--- Try it ---
Pull every line containing "Left" from the data.

Entries shown Block Start

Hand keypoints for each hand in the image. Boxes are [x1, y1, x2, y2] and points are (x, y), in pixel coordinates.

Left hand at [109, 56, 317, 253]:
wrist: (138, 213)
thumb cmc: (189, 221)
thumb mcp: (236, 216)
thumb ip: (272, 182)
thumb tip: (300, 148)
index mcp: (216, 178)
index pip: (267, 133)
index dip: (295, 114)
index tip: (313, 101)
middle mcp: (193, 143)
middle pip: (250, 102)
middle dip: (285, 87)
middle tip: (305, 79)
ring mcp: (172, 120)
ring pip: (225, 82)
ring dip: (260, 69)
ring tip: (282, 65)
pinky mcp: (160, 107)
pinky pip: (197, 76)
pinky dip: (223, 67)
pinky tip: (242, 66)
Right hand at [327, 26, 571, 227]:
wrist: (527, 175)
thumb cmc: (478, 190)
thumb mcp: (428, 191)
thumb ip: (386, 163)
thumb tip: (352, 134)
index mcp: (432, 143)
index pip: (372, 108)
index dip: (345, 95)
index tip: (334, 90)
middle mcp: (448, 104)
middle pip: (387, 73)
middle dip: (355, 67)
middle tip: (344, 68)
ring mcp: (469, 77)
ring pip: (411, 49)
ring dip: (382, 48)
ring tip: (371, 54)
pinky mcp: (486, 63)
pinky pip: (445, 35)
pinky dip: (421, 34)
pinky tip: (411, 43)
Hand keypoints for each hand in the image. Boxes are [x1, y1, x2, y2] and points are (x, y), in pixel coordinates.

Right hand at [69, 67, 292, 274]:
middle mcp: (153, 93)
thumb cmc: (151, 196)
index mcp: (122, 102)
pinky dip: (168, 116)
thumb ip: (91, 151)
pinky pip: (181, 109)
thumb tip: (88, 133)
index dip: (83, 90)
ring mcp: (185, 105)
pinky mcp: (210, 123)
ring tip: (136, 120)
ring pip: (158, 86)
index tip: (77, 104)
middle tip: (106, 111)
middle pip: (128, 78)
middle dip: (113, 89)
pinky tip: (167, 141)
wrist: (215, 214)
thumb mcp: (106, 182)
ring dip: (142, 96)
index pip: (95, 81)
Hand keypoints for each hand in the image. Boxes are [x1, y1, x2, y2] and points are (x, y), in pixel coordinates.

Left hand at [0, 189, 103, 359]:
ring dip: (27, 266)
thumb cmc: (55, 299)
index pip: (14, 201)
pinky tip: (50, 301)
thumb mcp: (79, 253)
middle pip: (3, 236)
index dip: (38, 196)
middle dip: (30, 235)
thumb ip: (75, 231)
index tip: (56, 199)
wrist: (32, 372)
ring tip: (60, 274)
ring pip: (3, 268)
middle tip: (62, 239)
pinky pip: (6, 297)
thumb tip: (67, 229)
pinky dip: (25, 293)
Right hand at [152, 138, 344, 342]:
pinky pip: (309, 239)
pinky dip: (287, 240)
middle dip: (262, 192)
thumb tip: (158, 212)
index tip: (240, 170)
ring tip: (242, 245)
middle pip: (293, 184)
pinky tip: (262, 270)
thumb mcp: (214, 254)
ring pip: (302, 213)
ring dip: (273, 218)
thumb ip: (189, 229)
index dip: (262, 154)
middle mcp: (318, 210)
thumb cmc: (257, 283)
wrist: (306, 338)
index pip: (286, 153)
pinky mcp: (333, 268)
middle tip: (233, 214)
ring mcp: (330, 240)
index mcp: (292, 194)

Entries shown Block End
Entries shown Block Start

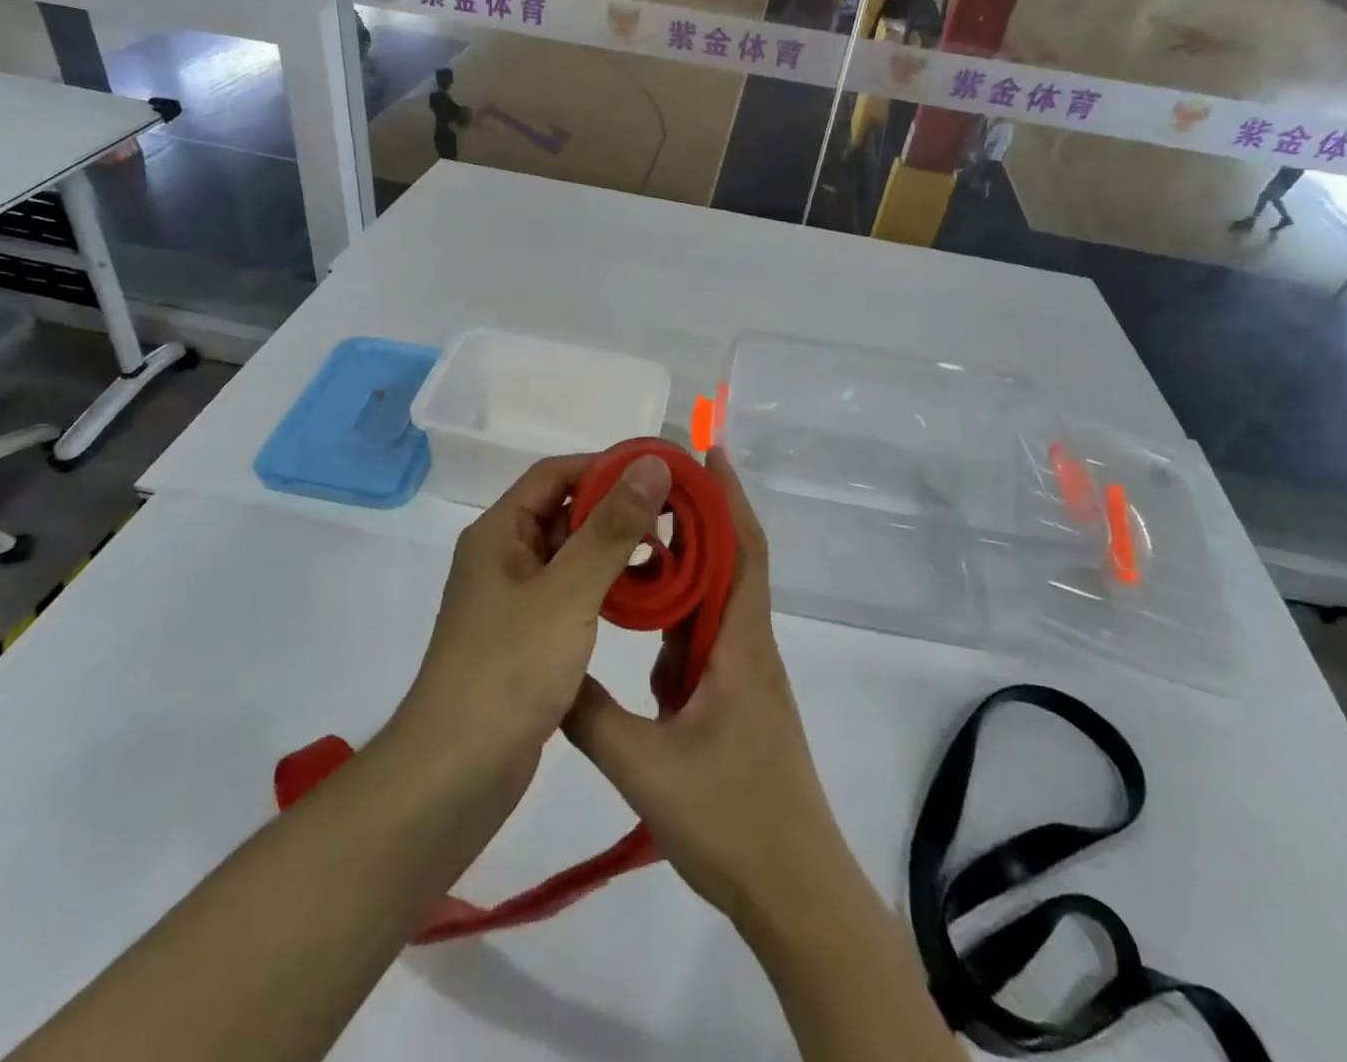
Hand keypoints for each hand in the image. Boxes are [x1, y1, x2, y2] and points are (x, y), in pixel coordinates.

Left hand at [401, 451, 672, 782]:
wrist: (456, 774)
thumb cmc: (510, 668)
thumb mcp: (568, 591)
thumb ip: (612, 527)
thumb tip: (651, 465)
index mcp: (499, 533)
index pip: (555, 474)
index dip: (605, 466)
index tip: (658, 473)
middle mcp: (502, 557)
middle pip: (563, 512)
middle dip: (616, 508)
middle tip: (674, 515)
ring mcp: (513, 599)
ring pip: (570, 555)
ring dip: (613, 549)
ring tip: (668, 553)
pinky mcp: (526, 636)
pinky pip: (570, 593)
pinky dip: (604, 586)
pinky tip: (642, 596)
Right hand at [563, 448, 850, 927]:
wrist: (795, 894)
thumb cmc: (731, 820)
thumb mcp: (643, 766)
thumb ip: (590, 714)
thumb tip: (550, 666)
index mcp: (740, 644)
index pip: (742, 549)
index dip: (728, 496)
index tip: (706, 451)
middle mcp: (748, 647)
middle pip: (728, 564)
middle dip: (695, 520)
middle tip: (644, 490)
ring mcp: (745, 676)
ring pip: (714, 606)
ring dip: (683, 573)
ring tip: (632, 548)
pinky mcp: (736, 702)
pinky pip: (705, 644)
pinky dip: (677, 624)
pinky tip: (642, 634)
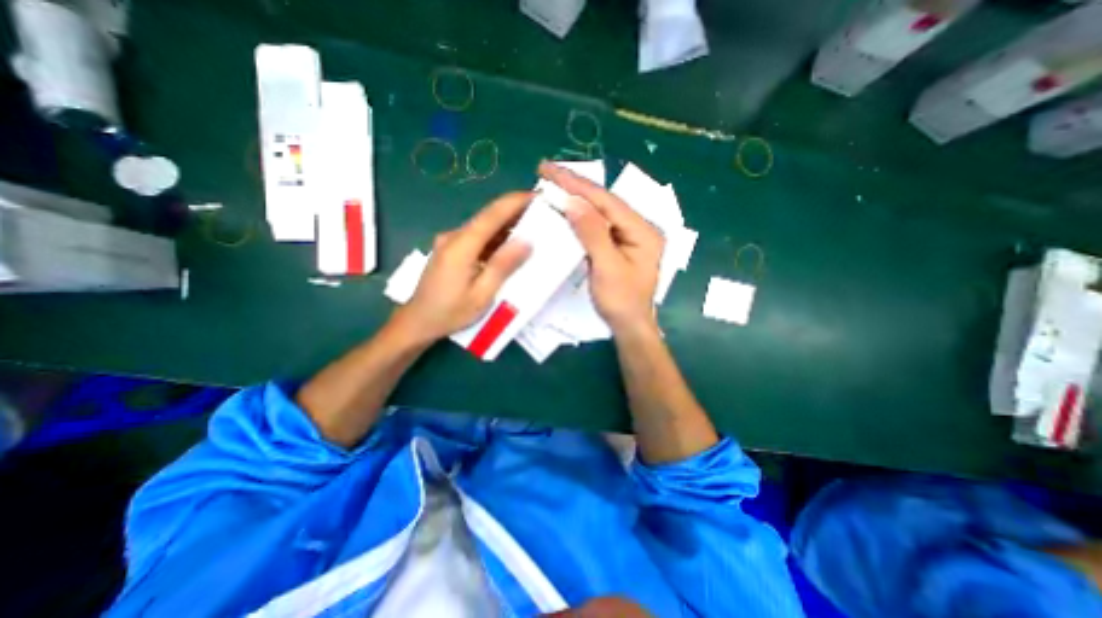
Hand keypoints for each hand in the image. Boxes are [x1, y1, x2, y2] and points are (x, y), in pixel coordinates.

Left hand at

Entries shown Block End

--- Task response ---
Left hand at [109, 56, 317, 253]:
Left hand at [0, 189, 103, 359]:
Left hand at [401, 451, 672, 782]:
Left hand at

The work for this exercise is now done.